WORK ORDER → The required result is each line of the entries below containing the string "PARKER".

____ MATERIAL FOR THE TASK

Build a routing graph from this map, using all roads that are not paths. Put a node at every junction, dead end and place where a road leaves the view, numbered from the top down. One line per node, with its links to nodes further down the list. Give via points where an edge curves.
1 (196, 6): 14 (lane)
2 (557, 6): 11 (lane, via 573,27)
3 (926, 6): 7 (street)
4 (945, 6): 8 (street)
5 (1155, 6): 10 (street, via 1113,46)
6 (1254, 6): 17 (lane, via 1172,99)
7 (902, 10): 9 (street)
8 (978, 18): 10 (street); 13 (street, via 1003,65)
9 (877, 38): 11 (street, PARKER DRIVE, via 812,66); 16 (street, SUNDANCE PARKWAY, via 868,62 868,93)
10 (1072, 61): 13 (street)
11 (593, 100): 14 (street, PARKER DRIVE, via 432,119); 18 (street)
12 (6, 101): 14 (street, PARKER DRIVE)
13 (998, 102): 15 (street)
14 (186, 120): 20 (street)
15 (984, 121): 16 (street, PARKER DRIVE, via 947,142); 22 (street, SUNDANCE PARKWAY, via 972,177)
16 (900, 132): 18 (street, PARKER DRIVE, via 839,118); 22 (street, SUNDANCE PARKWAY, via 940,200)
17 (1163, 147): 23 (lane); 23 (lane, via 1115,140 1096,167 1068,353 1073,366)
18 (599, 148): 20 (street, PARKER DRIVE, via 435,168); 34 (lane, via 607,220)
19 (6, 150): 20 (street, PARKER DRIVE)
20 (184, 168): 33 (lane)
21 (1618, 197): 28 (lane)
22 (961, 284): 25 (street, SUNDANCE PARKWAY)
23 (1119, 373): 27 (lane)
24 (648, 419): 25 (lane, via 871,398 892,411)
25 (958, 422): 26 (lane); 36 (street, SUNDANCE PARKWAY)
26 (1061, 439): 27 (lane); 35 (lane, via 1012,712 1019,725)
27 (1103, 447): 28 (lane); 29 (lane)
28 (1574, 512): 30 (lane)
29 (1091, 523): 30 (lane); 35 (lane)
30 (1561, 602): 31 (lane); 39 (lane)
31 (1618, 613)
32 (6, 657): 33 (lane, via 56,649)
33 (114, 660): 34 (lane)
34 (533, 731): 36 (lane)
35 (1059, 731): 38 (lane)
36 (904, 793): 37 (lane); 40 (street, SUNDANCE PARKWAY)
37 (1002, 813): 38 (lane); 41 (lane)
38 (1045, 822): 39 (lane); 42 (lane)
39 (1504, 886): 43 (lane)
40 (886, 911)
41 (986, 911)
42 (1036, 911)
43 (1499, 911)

________

ANSWER →
9 (877, 38): 11 (street, PARKER DRIVE, via 812,66); 16 (street, SUNDANCE PARKWAY, via 868,62 868,93)
11 (593, 100): 14 (street, PARKER DRIVE, via 432,119); 18 (street)
12 (6, 101): 14 (street, PARKER DRIVE)
15 (984, 121): 16 (street, PARKER DRIVE, via 947,142); 22 (street, SUNDANCE PARKWAY, via 972,177)
16 (900, 132): 18 (street, PARKER DRIVE, via 839,118); 22 (street, SUNDANCE PARKWAY, via 940,200)
18 (599, 148): 20 (street, PARKER DRIVE, via 435,168); 34 (lane, via 607,220)
19 (6, 150): 20 (street, PARKER DRIVE)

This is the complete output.